Eye For Film >> Movies >> Jour De Fête (1949) Film Review
Jour De Fête
Reviewed by: Amber Wilkinson
The restored version of Jacques Tati's debut feature - which expands on his 1947 short The School For Postmen (L'ecole Des Facteurs) - affords a better than ever chance to see his slapstick skills at work.
He plays Francois, a hapless postie in a sleepy French village which is preparing for the day of a fete. Tati knows how to use his lanky looks to his advantage so that there is something vaguely comical about the way he sits primly on his bicycle, its cowbell jangling wildly, even before he gets down to the serious funny busines.
Less successful are interludes where Francois isn't present, since the scripting doesn't live up to the sight gags, although a brief flirtation between a fair roustabout and one of the locals to the dialogue of an unseen Western is a high point. The film's structure itself is very loose, with Francois' ambitions of mimicking the derring do of American postmen little more than a thinly veiled excuse for bike-driven comic shenanigans including, surely, the first case of 'phone driving' caught on film.
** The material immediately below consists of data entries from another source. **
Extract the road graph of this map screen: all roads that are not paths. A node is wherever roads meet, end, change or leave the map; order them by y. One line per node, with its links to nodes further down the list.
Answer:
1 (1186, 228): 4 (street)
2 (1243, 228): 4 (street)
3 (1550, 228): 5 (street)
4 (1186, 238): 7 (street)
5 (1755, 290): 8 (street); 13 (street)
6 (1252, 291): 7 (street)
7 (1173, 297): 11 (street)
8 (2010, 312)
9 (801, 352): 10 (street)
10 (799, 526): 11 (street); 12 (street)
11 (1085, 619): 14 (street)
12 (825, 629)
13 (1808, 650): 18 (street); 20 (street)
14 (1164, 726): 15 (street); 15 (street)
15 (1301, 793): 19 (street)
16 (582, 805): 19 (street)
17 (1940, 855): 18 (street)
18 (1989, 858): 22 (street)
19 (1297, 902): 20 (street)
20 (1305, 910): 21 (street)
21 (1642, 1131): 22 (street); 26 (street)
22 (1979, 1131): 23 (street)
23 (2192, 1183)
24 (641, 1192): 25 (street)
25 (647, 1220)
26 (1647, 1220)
Lovers of American slapstick will find several of the gags familiar, from a nanny goat eating someone's post to the comic complications of putting up a flagpole, while fans of the animated version of The Pink Panther will doubtless find scenes of a bike with a mind of its own particularly familiar.
The film is at its best when Tati is on his own with a simple prop like the bike, when his distinctive personality comes to the fore. As a director, he often steps back from the action, so we can better appreciate Francois' wild gesticulating re-enactments of his adventures, while, close up, his garbled French is more like an additional soundtrack than a conversation. His love of rural France is also obvious, as he takes time to capture the daily goings on of the local townsfolk - it's worth noting that he always used nonprofessional actors, which also gives the action a ring of truth.
This was originally intended to be the first ever French colour movie, with Tati shooting it using Thomson-Color film. The director, known for his extreme attention to detail, was concerned that the experimental format might not give the results he wanted, so he also shot the film in black and white. It's a choice that was to prove smart as, unhappy with the colour version, he was able to release the film in monochrome. What you don't see, if you only watch the black and white version, is Tati's thoughtfulness with the regard to this new medium, as he was at pains to make the village look drab so that the fair brings colour to town.
These days, the film is available in several incarnations. This restored 1949 original, Tati's hand stencil-tined version from 1964 (not full colour but with a smattering of colour detailings) and a 1994 restoration of the colour version - supervised by his daughter Sohpia Tatischeff - are all available on the disc released as part of Studiocanal's Essential Jacques Tati Blu-ray Collection.